Source records
━━━━━━
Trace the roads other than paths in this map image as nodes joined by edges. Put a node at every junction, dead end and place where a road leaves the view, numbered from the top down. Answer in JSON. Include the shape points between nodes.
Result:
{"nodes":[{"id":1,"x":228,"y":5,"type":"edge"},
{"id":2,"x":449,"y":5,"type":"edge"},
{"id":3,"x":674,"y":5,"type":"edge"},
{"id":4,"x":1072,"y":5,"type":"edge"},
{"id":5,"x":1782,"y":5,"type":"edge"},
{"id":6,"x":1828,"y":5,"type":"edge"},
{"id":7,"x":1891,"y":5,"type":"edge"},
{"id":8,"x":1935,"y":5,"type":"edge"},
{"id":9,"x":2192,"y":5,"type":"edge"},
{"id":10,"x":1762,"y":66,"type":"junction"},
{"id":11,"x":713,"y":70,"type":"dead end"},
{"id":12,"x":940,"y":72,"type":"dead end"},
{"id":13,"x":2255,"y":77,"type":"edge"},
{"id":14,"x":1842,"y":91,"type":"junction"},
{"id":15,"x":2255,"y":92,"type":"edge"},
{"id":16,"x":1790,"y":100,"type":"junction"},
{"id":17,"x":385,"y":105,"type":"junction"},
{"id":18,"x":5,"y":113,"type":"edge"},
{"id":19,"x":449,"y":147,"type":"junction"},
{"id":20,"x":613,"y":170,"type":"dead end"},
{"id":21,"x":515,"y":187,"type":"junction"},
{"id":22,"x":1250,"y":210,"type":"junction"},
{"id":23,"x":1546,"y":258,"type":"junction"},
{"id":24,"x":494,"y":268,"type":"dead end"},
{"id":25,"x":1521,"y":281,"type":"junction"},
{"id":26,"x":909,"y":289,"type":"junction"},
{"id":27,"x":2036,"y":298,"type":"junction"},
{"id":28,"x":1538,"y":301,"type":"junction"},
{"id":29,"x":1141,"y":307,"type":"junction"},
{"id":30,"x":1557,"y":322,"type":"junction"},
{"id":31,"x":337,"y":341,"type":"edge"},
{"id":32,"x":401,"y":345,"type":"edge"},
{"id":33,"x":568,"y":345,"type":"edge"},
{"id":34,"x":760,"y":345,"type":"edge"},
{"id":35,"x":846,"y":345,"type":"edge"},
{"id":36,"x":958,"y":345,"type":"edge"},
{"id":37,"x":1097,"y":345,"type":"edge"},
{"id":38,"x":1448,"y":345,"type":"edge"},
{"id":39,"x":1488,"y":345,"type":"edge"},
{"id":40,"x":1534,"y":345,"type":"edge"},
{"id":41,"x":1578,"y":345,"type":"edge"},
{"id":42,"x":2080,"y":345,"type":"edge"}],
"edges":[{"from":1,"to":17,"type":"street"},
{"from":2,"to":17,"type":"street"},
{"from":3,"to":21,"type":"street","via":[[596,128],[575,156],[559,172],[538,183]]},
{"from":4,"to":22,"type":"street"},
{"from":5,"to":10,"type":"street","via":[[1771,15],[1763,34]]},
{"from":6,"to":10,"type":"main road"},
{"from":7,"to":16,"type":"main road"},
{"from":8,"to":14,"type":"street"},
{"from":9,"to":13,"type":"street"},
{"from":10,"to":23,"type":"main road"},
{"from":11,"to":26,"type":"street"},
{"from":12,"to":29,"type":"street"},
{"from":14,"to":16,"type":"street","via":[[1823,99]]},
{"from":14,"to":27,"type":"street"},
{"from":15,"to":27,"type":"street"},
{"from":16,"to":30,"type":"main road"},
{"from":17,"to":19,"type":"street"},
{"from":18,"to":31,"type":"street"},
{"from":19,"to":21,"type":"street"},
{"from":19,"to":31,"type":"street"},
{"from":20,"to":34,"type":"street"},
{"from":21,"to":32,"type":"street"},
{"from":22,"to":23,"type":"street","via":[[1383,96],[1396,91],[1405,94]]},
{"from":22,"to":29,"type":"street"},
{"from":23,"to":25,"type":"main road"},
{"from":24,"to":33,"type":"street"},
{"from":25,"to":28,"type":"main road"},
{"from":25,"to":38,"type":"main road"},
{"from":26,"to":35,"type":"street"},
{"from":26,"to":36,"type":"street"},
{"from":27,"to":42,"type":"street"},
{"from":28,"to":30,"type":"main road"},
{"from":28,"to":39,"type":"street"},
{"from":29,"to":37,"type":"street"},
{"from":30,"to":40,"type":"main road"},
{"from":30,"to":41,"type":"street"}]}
━━━━━━
_Your objective_: Once a line of the records is found to contain "main", copy it out.

_Solution to the exercise_:
{"from":6,"to":10,"type":"main road"},
{"from":7,"to":16,"type":"main road"},
{"from":10,"to":23,"type":"main road"},
{"from":16,"to":30,"type":"main road"},
{"from":23,"to":25,"type":"main road"},
{"from":25,"to":28,"type":"main road"},
{"from":25,"to":38,"type":"main road"},
{"from":28,"to":30,"type":"main road"},
{"from":30,"to":40,"type":"main road"},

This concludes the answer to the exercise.